Para aquela fronteira têm sido enviados soldados polacos e construídas barreiras físicas para evitar que se usem “pessoas vulneráveis” para propósitos que nada têm a ver com a sua proteção. Neste momento estamos a falar de centenas de homens e mulheres e crianças, “enfarpados”, literalmente encurralados entre dois países.
A abertura e o incentivo para que os migrantes sigam num corredor para esta fronteira é desprovida de dignidade e carece de uma ação consequente que considere não só a sua dignidade, mas também, a sua integridade física e a sua segurança. Este tem sido o apelo que a Igreja tem feito nestes últimos dias: “não podemos aceitar que haja pessoas a morrer nas fronteiras da União Europeia, isso seria uma verdadeira vergonha para a Europa, não haveria mais forma de acreditar nos valores europeus.” O que se pede à Europa é que faça tudo o que está ao seu alcance para evitar mais mortes nas suas fronteiras e prestar ajuda às pessoas que estão literalmente a morrer de frio.
Quando assistimos ao acender das primeiras luzes do Natal vem-me à cabeça a imagem A imagem de uma mãe, um pai e um bebé que trilham uma longa e perigosa estrada para outro país para escapar à ira de um tirano. Esta imagem poderia ilustrar uma história, num qualquer jornal diário, de hoje. Jesus e sua família eram refugiados. Acolher o estrangeiro, aquele que procura asilo e uma passagem segura, é encontrar a história do Natal nos dias de hoje.

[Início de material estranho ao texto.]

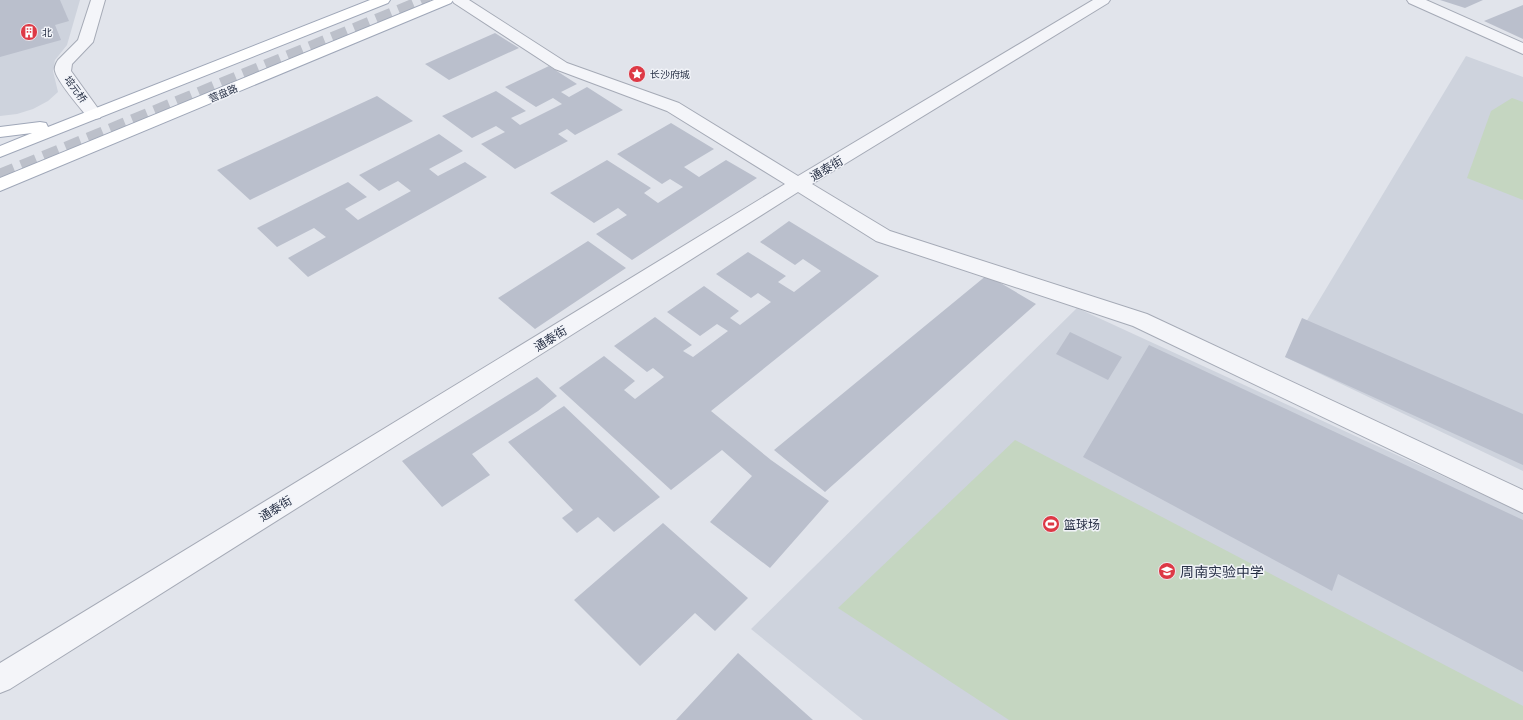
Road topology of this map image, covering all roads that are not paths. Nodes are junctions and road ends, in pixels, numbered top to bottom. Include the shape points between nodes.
1 (98, 0) edge
2 (383, 0) edge
3 (446, 0) edge
4 (459, 0) edge
5 (1103, 0) edge
6 (1414, 0) edge
7 (1523, 49) edge
8 (94, 114) junction
9 (0, 132) edge
10 (0, 152) edge
11 (798, 184) junction
12 (0, 185) edge
13 (1523, 502) edge
14 (0, 679) edge

1 - 8 street, 培元桥 via 85,42 64,63 63,71
2 - 8 main road
3 - 12 main road, 营盘路
4 - 11 street via 561,66 673,107
5 - 11 street, 通泰街
6 - 7 street
8 - 9 main road via 25,130
8 - 10 main road
11 - 13 street via 882,236 1140,320
11 - 14 street, 通泰街

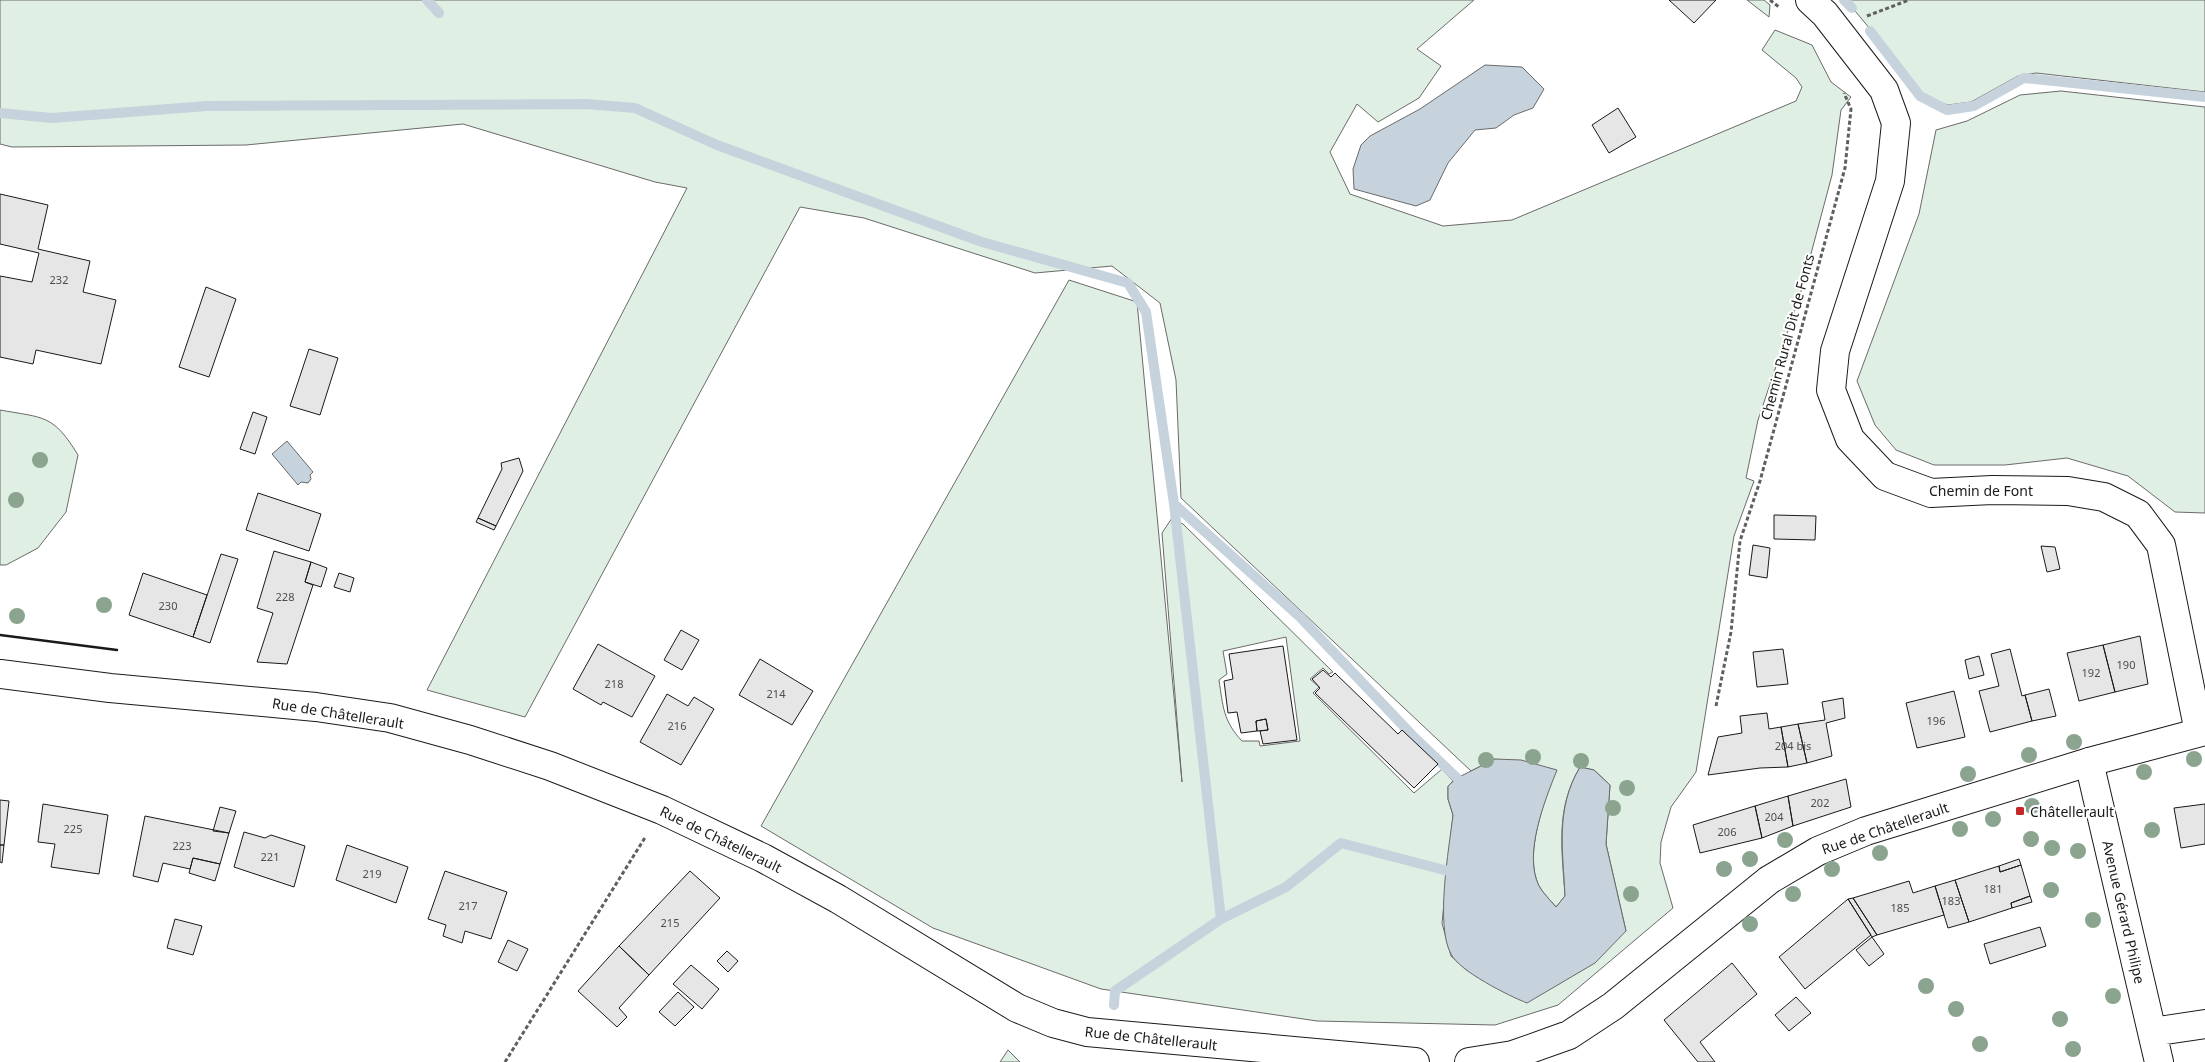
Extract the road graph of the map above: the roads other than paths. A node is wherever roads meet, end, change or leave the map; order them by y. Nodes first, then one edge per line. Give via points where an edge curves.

A história da Europa é uma história de migração. Nos últimos 2.000 anos, o “rosto” da Europa esteve sempre em mudança. Por meio de expansões, invasões e assentamentos por gauleses, gregos, romanos, tribos eslavas e germânicas, nenhuma região foi deixada intocada pelo movimento de pessoas. Parte desse movimento foi voluntária, parte por necessidade e parte forçada. Reivindicar uma abordagem excludente da identidade europeia é contra a realidade da história do continente. A força da identidade da Europa, na verdade, deriva desta mesma história de movimento – esta rica mistura de culturas e povos.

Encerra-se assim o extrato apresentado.